Depuis son plus jeune âge, il porte en lui ce nouvel humanisme, fils des
lumières et du scientisme. Il s’affirme, sans nulle concession, individualiste
jusqu’à l’anarchie, pacifiste, mondialiste, libre-penseur,
socialiste et professe une sorte de spiritualité scientifique qui implique
une certaine perfection de la nature. C’est ainsi que, par des chemins de
traverse, il fait ses plus grandes découvertes et devient à quarante
ans le physicien le plus respecté de son temps.
Mais le siècle bascule et son destin avec. Parce qu’il correspondait
si justement aux aspirations de son temps, il devient, à son corps défendant,
la première star mondiale. Une création spontanée qui précède
largement l’avènement des médias modernes radio et télévision.

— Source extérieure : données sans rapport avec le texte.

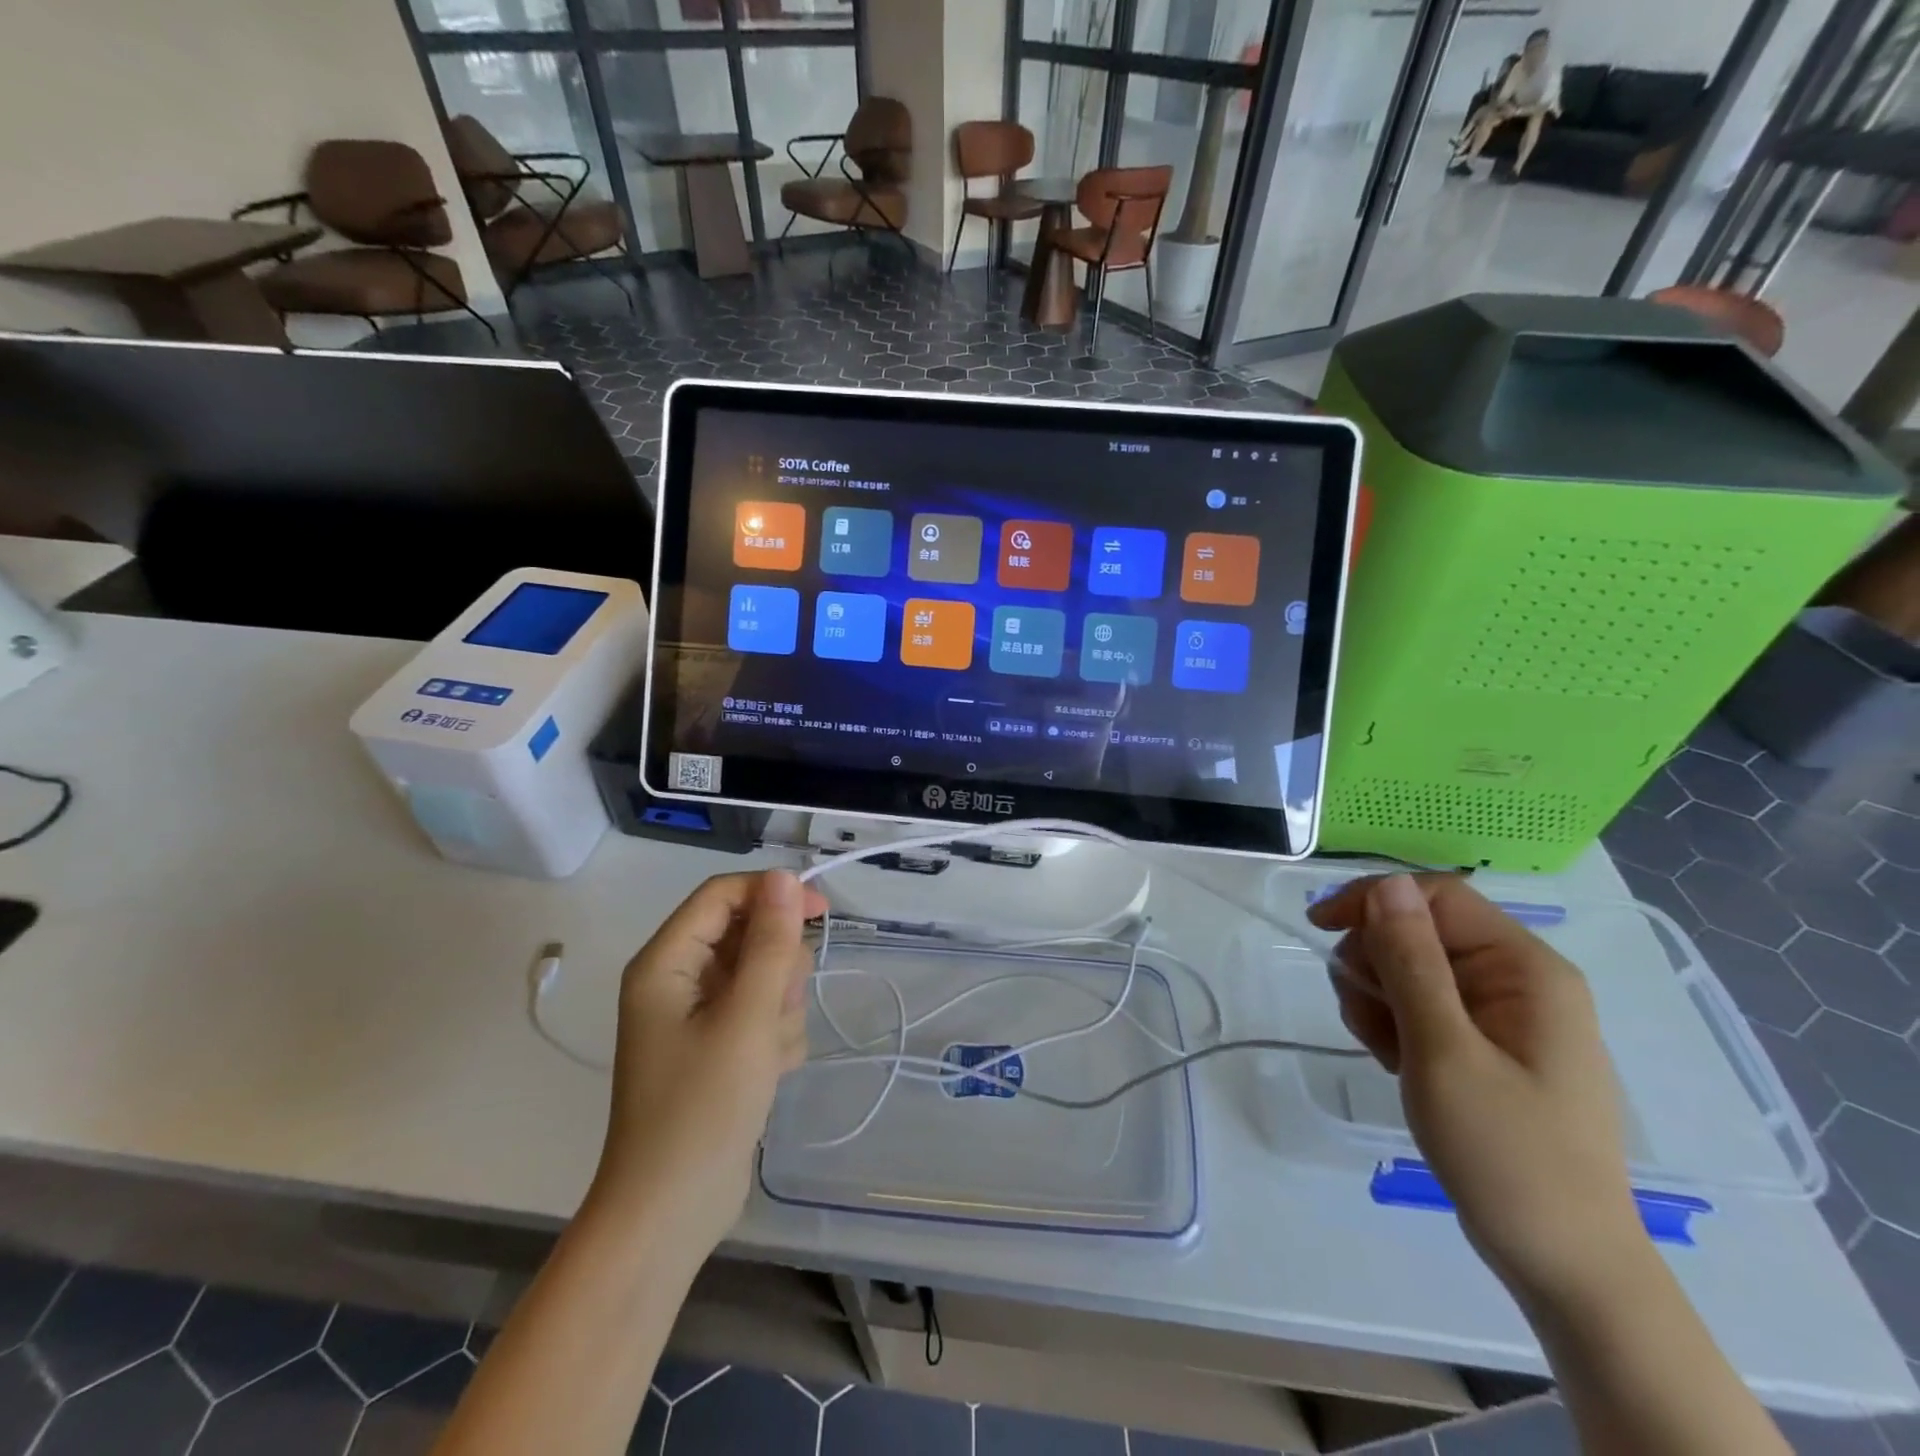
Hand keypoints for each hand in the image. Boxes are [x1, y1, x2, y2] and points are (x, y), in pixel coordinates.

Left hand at [586, 871, 827, 1254]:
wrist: (671, 1215)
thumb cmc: (701, 1109)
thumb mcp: (746, 1018)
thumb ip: (769, 943)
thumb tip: (783, 877)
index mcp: (666, 963)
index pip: (723, 895)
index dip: (772, 894)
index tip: (821, 911)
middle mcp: (678, 981)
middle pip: (747, 936)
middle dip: (776, 969)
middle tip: (775, 1010)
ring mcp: (698, 1017)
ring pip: (763, 977)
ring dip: (779, 1008)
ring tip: (768, 1053)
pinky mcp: (719, 1048)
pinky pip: (762, 1014)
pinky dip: (775, 1037)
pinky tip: (768, 1073)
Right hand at [1307, 874, 1647, 1305]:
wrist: (1563, 1264)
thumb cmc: (1506, 1154)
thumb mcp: (1444, 1052)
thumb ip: (1412, 963)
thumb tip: (1387, 885)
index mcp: (1525, 968)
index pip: (1434, 895)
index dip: (1372, 901)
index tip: (1320, 930)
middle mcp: (1520, 978)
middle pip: (1418, 930)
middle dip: (1376, 964)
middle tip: (1368, 1018)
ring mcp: (1505, 1013)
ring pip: (1411, 967)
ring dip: (1379, 999)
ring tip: (1386, 1052)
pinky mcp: (1488, 1043)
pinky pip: (1422, 1005)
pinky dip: (1395, 1025)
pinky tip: (1397, 1063)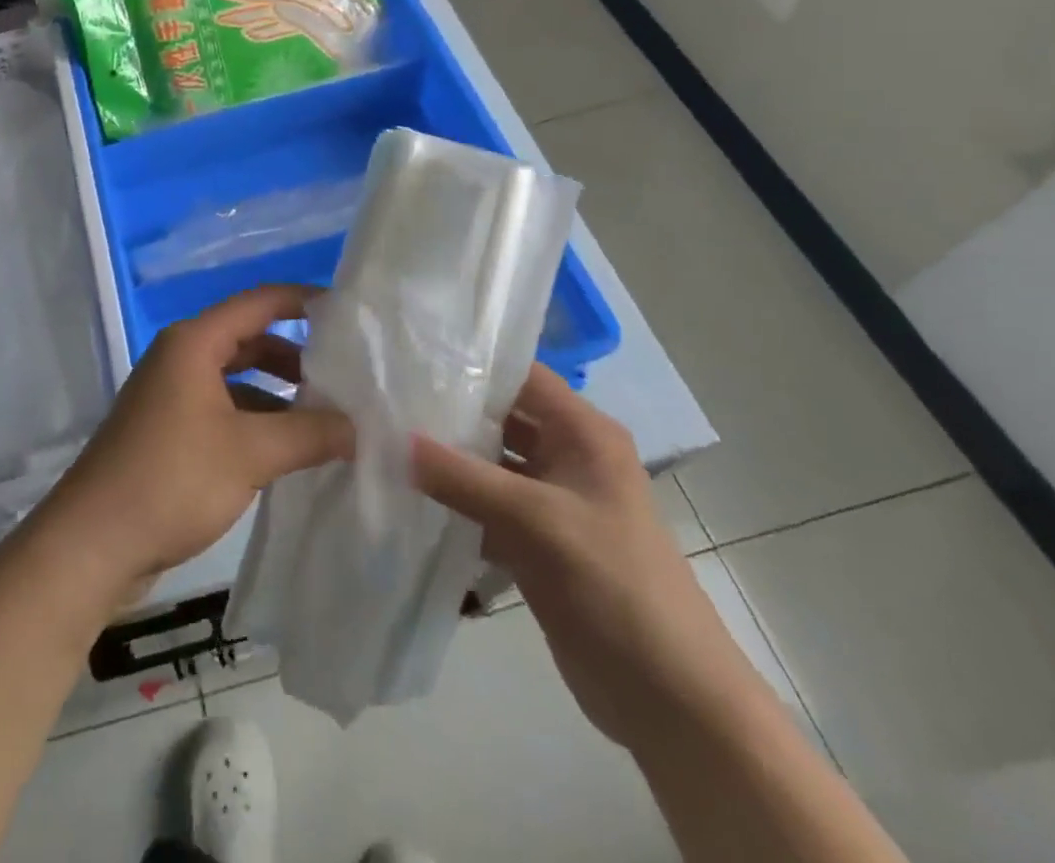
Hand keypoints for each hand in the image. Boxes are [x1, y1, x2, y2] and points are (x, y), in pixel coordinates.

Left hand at [36, 285, 353, 600]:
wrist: (92, 543)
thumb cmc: (171, 479)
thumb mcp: (250, 453)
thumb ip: (310, 433)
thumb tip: (360, 427)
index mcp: (194, 342)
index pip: (260, 302)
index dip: (304, 301)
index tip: (350, 315)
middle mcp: (181, 357)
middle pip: (250, 340)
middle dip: (297, 356)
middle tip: (346, 378)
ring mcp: (172, 395)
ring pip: (238, 379)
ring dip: (279, 395)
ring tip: (328, 420)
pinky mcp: (169, 431)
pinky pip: (224, 410)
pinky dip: (257, 422)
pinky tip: (289, 451)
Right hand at [411, 366, 767, 754]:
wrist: (668, 697)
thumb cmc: (613, 583)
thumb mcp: (535, 521)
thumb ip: (462, 477)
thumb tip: (394, 438)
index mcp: (583, 433)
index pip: (521, 374)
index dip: (471, 360)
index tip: (411, 356)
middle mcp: (568, 455)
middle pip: (501, 416)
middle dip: (449, 410)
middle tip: (387, 398)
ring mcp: (553, 500)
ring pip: (490, 462)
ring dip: (447, 458)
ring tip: (385, 438)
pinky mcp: (537, 540)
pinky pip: (487, 505)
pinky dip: (454, 501)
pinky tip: (408, 494)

Cette célébrité survenant en pleine recrudescence de l’antisémitisme,
fait converger sur lui les attaques racistes. Il doit retrouver les racines juives
qu’il avait abandonnées. Le “ Mauvais juif ” devient
“ un défenseur de la tribu ”. Sa position scientifique bascule
à son tour. Champion de la physique classique, il ne peut accepter la mécanique
quantique qui en viole des principes essentiels. Le voilà coupé
de la communauté scientifique. Malheureusement le virage quantique est
irréversible et Einstein reste seul dans son refus.
Enfin lui, le pacifiste intransigeant, se trouve obligé en 1939 de pousser
le Président Roosevelt à lancer les travaux de la bombe atomique.
Là encore, il ne fait que suivre le cours de l’histoire qui enchaîne
toujours plus étroitement la science à la puissance militaire.
Einstein en fin de vie tirant la langue, c’est l’ultime dérision
d’un homme qui a vu s’effondrer tout ce qu’il avait construit,
tout ce en quoi il croyait, tout sauf cette absurde et inaltérable célébrité.
Ce destin fracassé d’un homme, c’est évidemment la projection
du devenir collectif dans le destin individuel.